* EXERCISE OBJECTIVE: Exact transcription, pictures omitted: reproduce the listing below.
=== Section Start ===
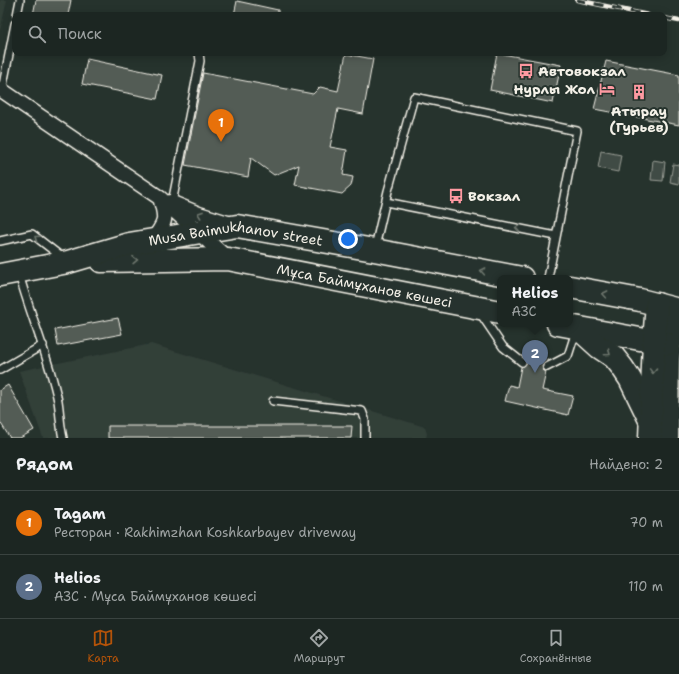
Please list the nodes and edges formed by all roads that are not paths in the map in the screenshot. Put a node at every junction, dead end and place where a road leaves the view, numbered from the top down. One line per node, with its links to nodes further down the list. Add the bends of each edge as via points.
1 (20, 0): 2 (lane)
2 (18, 12)
3 (12, 38): 5 (lane)
4 (199, 56): 6 (lane)
5 (1, 89): 6 (street)
6 (166, 200): 8 (street, one-way to 6); 9 (street); 12 (street, via 164,225)
7 (386, 202): 10 (lane, one-way to 7); 10 (lane, via 414,97 449,104 577,131); 13 (lane)
8 (237, 226): 9 (main road, Musa Baimukhanov street); 13 (main road, Musa Baimukhanov street)
9 (198, 233): 12 (main road, Musa Baimukhanov street); 14 (street)
10 (556, 236): 18 (lane)
11 (0, 241): 15 (lane, one-way to 11, via 32,234)
12 (152, 241): 15 (main road, Musa Baimukhanov street, via 129,244)
13 (374, 250): 17 (main road, Musa Baimukhanov street, one-way to 13)
14 (228, 260): 15 (main road, Musa Baimukhanov street, one-way to 14); 20 (main road, Мұса Баймұханов көшесі)
15 (68, 262): 16 (main road, Musa Baimukhanov street)
16 (9, 274): 26 (lane)
17 (506, 275)
18 (549, 275)
19 (573, 288): 25 (main road, one-way to 19, via 666,306)
20 (477, 308): 21 (main road, Мұса Баймұханов көшесі); 27 (lane, via 503,348)
21 (497, 311)
22 (568, 327): 28 (lane, via 568,356)
23 (569, 327): 32 (main road, one-way to 32, via 614,357)
24 (573, 327): 25 (main road)
25 (662, 343): 32 (main road)
26 (43, 345): 29 (lane); 33 (lane, via 58,402)
27 (522, 362)
28 (547, 367)
29 (0, 370)
30 (679, 396): 32 (main road)
31 (273, 401): 34 (lane, via 362,411 365,419)
32 (659, 429)
33 (63, 438)
34 (365, 438)

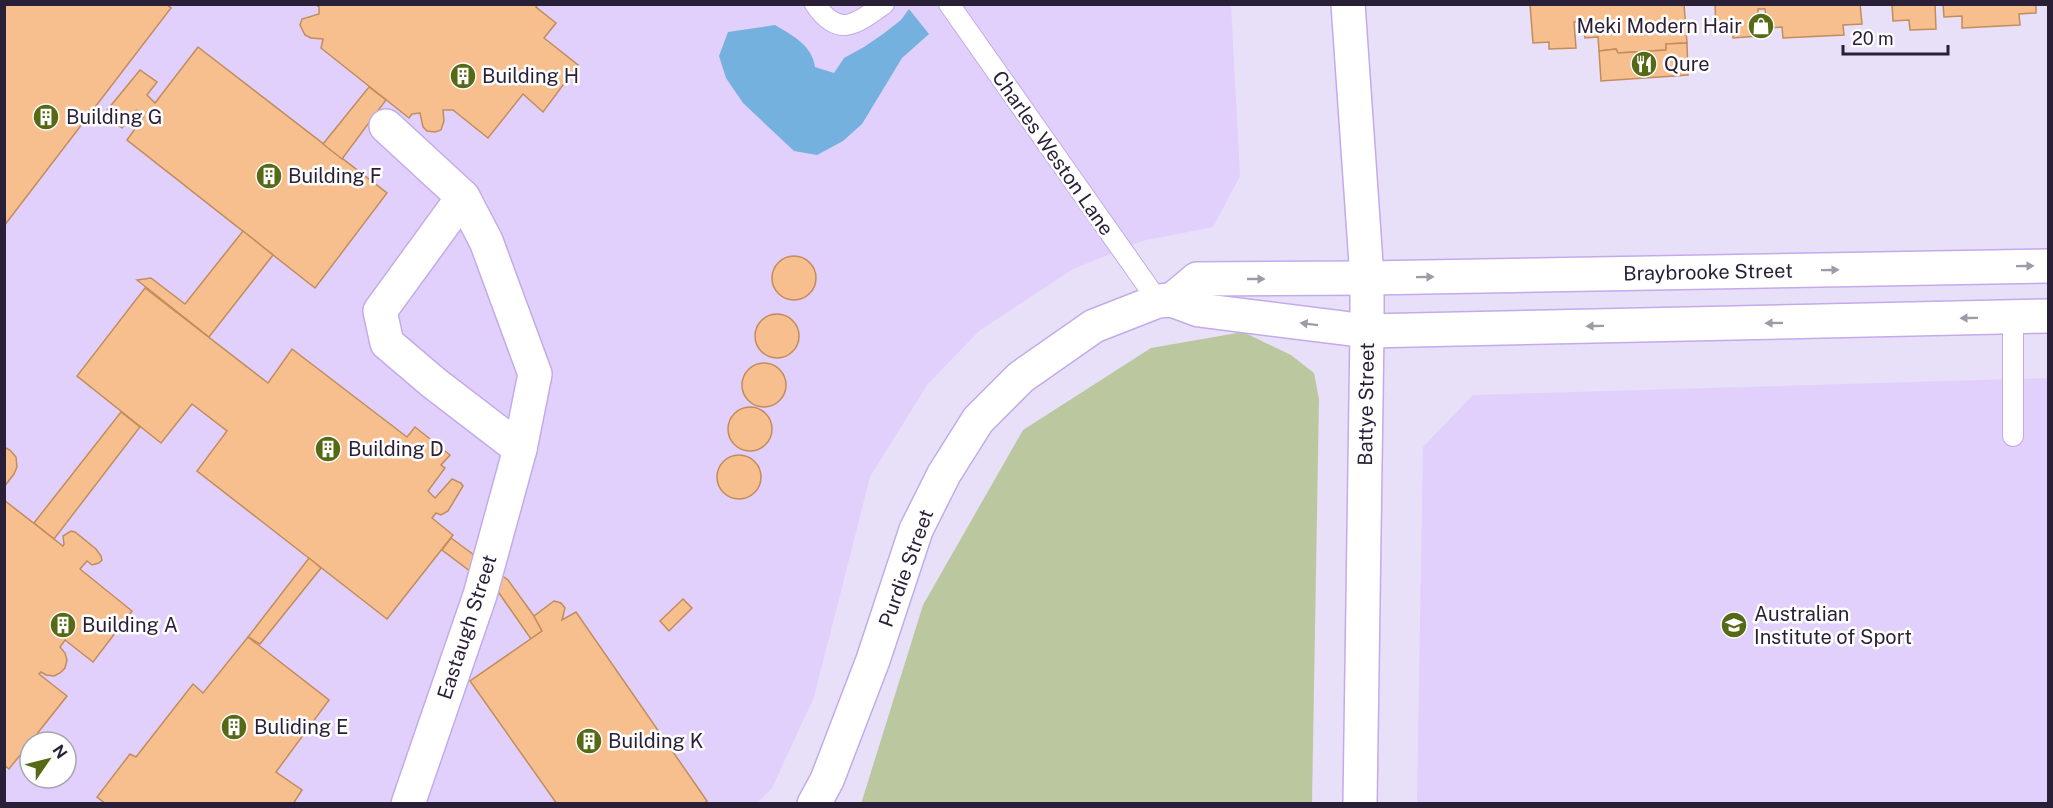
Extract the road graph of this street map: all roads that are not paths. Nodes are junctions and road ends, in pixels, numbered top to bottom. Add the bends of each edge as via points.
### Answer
1 (815, 4) edge
2 (884, 4) edge
3 (949, 4) edge
4 (1348, 4) edge
5 (386, 126) dead end
6 (463, 196) junction
7 (2049, 266) edge
8 (1367, 278) junction
9 (1165, 301) junction
10 (2049, 316) edge
11 (2013, 317) junction
12 (1367, 332) junction
13 (2013, 436) dead end
14 (520, 449) junction
15 (408, 804) edge
16 (814, 804) edge
17 (1360, 804) edge

1 - 2 lane via 824,18 839,26 857,23
3 - 9 lane, Charles Weston Lane
4 - 8 street, Battye Street
5 - 6 street, Eastaugh Street
6 - 14 street, Eastaugh Street via 486,241 535,374
6 - 14 street via 380,311 387,343
8 -> 7 street, Braybrooke Street
9 -> 8 street, Purdie Street via 1197,279
8 - 12 street, Battye Street
12 -> 9 street via 1198,310
9 - 16 street, Purdie Street via 1094,326 1021,377 978,420 944,474 916,530 873,660
10 - 11 street
11 -> 12 street
11 - 13 lane
12 - 17 street, Battye Street
14 - 15 street, Eastaugh Street via 480,595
=== Section End ===
* RESULT:
Please list the nodes and edges formed by all roads that are not paths in the map in the screenshot. Put a node at every junction, dead end and place where a road leaves the view, numbered from the top down. One line per node, with its links to nodes further down the list. Add the bends of each edge as via points.
1 (20, 0): 2 (lane)
2 (18, 12)
3 (12, 38): 5 (lane)
4 (199, 56): 6 (lane)
5 (1, 89): 6 (street)
6 (166, 200): 8 (street, one-way to 6); 9 (street); 12 (street, via 164,225)
7 (386, 202): 10 (lane, one-way to 7); 10 (lane, via 414,97 449,104 577,131); 13 (lane)
8 (237, 226): 9 (main road, Musa Baimukhanov street); 13 (main road, Musa Baimukhanov street)
9 (198, 233): 12 (main road, Musa Baimukhanov street); 14 (street)
10 (556, 236): 18 (lane)
11 (0, 241): 15 (lane, one-way to 11, via 32,234)
12 (152, 241): 15 (main road, Musa Baimukhanov street, via 129,244)
13 (374, 250): 17 (main road, Musa Baimukhanov street, one-way to 13)
14 (228, 260): 15 (main road, Musa Baimukhanov street, one-way to 14); 20 (main road, Мұса Баймұханов көшесі)
15 (68, 262): 16 (main road, Musa Baimukhanov street)
16 (9, 274): 26 (lane)
17 (506, 275)
18 (549, 275)
19 (573, 288): 25 (main road, one-way to 19, via 666,306)
20 (477, 308): 21 (main road, Мұса Баймұханов көшесі); 27 (lane, via 503,348)
21 (497, 311)
22 (568, 327): 28 (lane, via 568,356)
23 (569, 327): 32 (main road, one-way to 32, via 614,357)
24 (573, 327): 25 (main road)
25 (662, 343): 32 (main road)
26 (43, 345): 29 (lane); 33 (lane, via 58,402)
27 (522, 362)
28 (547, 367)
29 (0, 370)
30 (679, 396): 32 (main road)
31 (273, 401): 34 (lane, via 362,411 365,419)
32 (659, 429)
33 (63, 438)
34 (365, 438)

Extract the road graph of this street map: all roads that are not paths. Nodes are junctions and road ends, in pixels, numbered top to bottom. Add the bends of each edge as via points.
### Answer
1 (815, 4) edge
2 (884, 4) edge
3 (949, 4) edge
4 (1348, 4) edge
5 (386, 126) dead end
6 (463, 196) junction
7 (2049, 266) edge
8 (1367, 278) junction
9 (1165, 301) junction
10 (2049, 316) edge
11 (2013, 317) junction
12 (1367, 332) junction
13 (2013, 436) dead end
14 (520, 449) junction
15 (408, 804) edge
16 (814, 804) edge
17 (1360, 804) edge

1 - 2 lane via 824,18 839,26 857,23
3 - 9 lane, Charles Weston Lane
4 - 8 street, Battye Street
5 - 6 street, Eastaugh Street
6 - 14 street, Eastaugh Street via 486,241 535,374
6 - 14 street via 380,311 387,343
8 -> 7 street, Braybrooke Street
9 -> 8 street, Purdie Street via 1197,279
8 - 12 street, Battye Street
12 -> 9 street via 1198,310
9 - 16 street, Purdie Street via 1094,326 1021,377 978,420 944,474 916,530 873,660
10 - 11 street
11 -> 12 street
11 - 13 lane
12 - 17 street, Battye Street
14 - 15 street, Eastaugh Street via 480,595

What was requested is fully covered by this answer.